# Red Cyanobacteria usage



## loonie (Mar 29, 2008)

This is my second experience, for red cyanobacteria..... chemiclean usage , later the fish come down with itch, blur eyes etc. I need to treat the fish for white spots etc. Has anyone experience this before since I do not understand why. The last time I lost a number of fish since I was away. I am wondering why since I have to do a lot of water changes after treatment to get the issue back to normal.


----------



## Kooka (Feb 8, 2011)

How bad is your cyanobacteria outbreak? I usually start getting some in my display when my T5 bulbs need to be replaced soon. Other than that it grows in my sump but I don't bother with it in there.


----------



## loonie (Mar 29, 2008)

It is not that bad but red slime on sand, which I clear but it comes back the next day. Why the fish gets itch is what I do not understand after usage of chemiclean.


----------



## wtac (Mar 17, 2006)

ChemClean is an erythromycin derivative. Killing the cyano will release all sorts of stuff as well as hamper the functionality of other bacteria as well.

The exact manner of which it affects the environment is alot of conjecture but logical where issues can manifest itself with the livestock.

Not sure if one can still get it easily but I've used potassium permanganate (KMnO4) to deal with cyano after a good water change (siphoning out growth and gravel vac) and fresh media (carbon and FeOx). How much to add...make the water a slight pink color and have some Prime or any dechlor on hand. You want to add enough that the corals will "puff" a bit but not too much that they start sliming and close up. If you do get to that point, you've added too much and add the dechlor to neutralize the oxidative property of the KMnO4. You may have to do this daily as sometimes the nutrient demand of the livestock exceeds nutrient export where parameters are in check but RedOx is low.
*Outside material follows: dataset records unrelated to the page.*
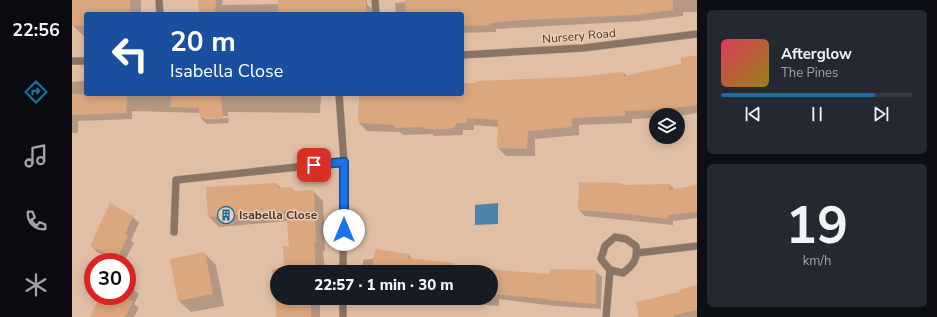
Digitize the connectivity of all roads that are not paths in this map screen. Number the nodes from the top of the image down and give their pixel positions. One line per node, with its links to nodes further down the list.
1 (159, 0): 3 (street)
2 (375, 0): 4 (street)
3 (160, 12)
4 (376, 12)
5 (697, 34): 6 (street, Nursery Road)
6 (464, 55)
7 (84, 60): 8 (street)
8 (72, 61)
9 (339, 96): 10 (street)
10 (344, 162): 11 (street); 14 (street)
11 (174, 232)
12 (697, 246): 13 (street)
13 (637, 253): 15 (street); 15 (street)
14 (343, 265)
15 (610, 270): 18 (street)
16 (343, 305): 17 (street)
17 (343, 317)
18 (606, 317)

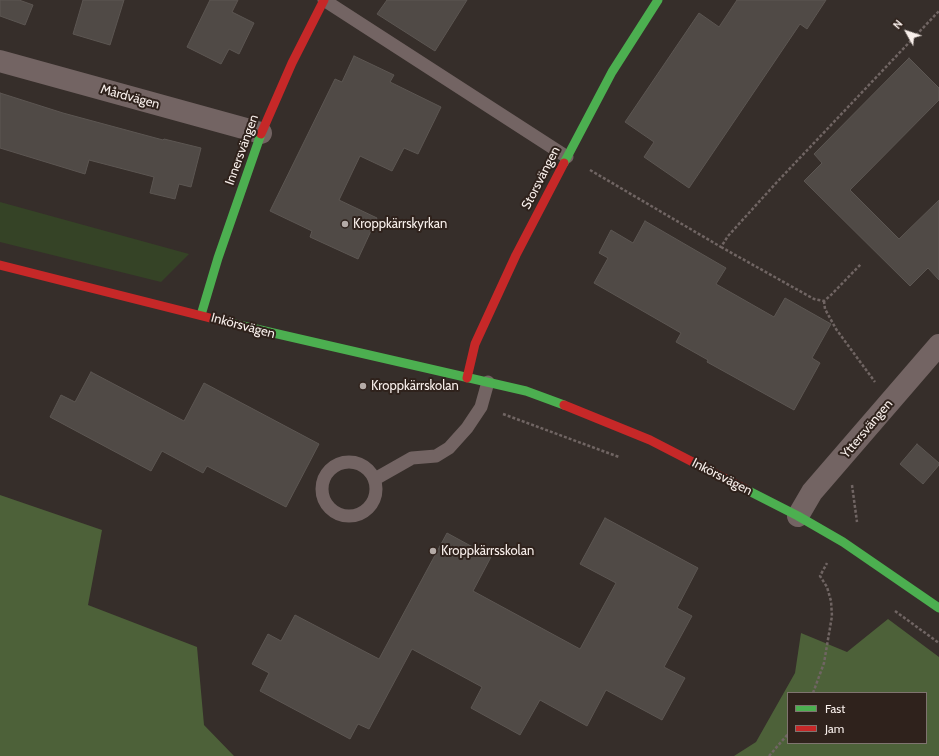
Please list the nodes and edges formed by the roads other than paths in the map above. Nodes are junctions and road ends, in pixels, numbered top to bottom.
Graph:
1 (324, 0) edge
2 (658, 0) edge
3 (0, 61) edge
4 (261, 133) junction
5 (567, 157) junction
6 (0, 265) edge
7 (201, 315) junction
8 (939, 344) edge
9 (467, 378) junction
10 (488, 382) junction
11 (375, 479) junction
12 (798, 516) junction
13 (939, 608) edge

1 - 4 street, Innersvängen
1 - 5 lane
2 - 5 street, Storsvängen
3 - 4 street, Mårdvägen
4 - 7 street, Innersvängen
5 - 9 street, Storsvängen
6 - 7 street, Inkörsvägen
7 - 9 street, Inkörsvägen
8 - 12 street, Yttersvängen
9 - 10 street, Inkörsvägen
10 - 11 lane
10 - 12 street, Inkörsvägen
11 - 11 lane
12 - 13 street, Inkörsvägen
Knowing RedOx helps and is generally low when one has issues with cyano and dinos.


----------



## noy (Nov 19, 2012)

loonie said:


> It is not that bad but red slime on sand, which I clear but it comes back the next day. Why the fish gets itch is what I do not understand after usage of chemiclean.


I have used chemiclean over the years and never had any adverse reaction in fish. The skimmer usually overflows and needs to be adjusted (the old directions used to tell you to turn off skimmer).

Not sure what you mean by itch, whether you mean a skin irritant that goes away in a few days (think all fish get some form of this at some point) or marine ich (cryptocaryon irrants) - which is a parasite (i.e. has to come in from somewhere).

Cyano usually forms when you have high nutrients, high lighting and low(er) flow. Maybe adjust one of those. Try vacuuming the sand were the cyano forms (if its in the same place all the time) to loosen some of the nitrates/detrius that may be embedded.

Good luck with it.


----------



## loonie (Mar 29, 2008)

Noy, what I mean, the fish get white spots and blur eyes, like kind of fungus. I experience this for the second time since I had this problem in a another tank a year back. Am wondering anyone else experience this, otherwise there must be some other kind of bacteria. Anyway I will do proper clean up of media, water changes etc, like what I did before.


----------



## carl (Feb 11, 2010)

The ich is already in your tank and when you used the chemiclean the fish’s immune system was weakened and you had an outbreak. If you have a lot of cyano and you kill it then your water quality gets bad. It’s better to use some Phos ex to get rid of cyano, and if you need help with the ich call me 4164609922


----------



## twobytwo (Oct 25, 2014)

Loonie! Are you adding any aeration? when I use Chemiclean, I have to add two bubble wall things from an air pump. I'm pretty sure chemi-clean reduces oxygen in the water.

Other idea is remove fish for a few days to a separate tank while you do the chemiclean? Anyway, sounds like the fish might need a QT anyway... can you catch them?


----------



## loonie (Mar 29, 2008)

twobytwo said:


> Loonie! Are you adding any aeration? when I use Chemiclean, I have to add two bubble wall things from an air pump. I'm pretty sure chemi-clean reduces oxygen in the water.
> 
> Other idea is remove fish for a few days to a separate tank while you do the chemiclean? Anyway, sounds like the fish might need a QT anyway... can you catch them?


Its improving now with water changes but lost one purple tang. No I did not use air pump but increase flow. Not easy to catch fish with all the rocks and corals.


----------



## loonie (Mar 29, 2008)

Thanks to all of you for your advice. The tank has recovered, did vacuum the sand and water changes but skimmer off since too much bubbles, will turn it on soon. Lost one purple tang, sad but its part of the game in our hobby.

This is what this forum is about, exchange of views, experience and ideas.


----------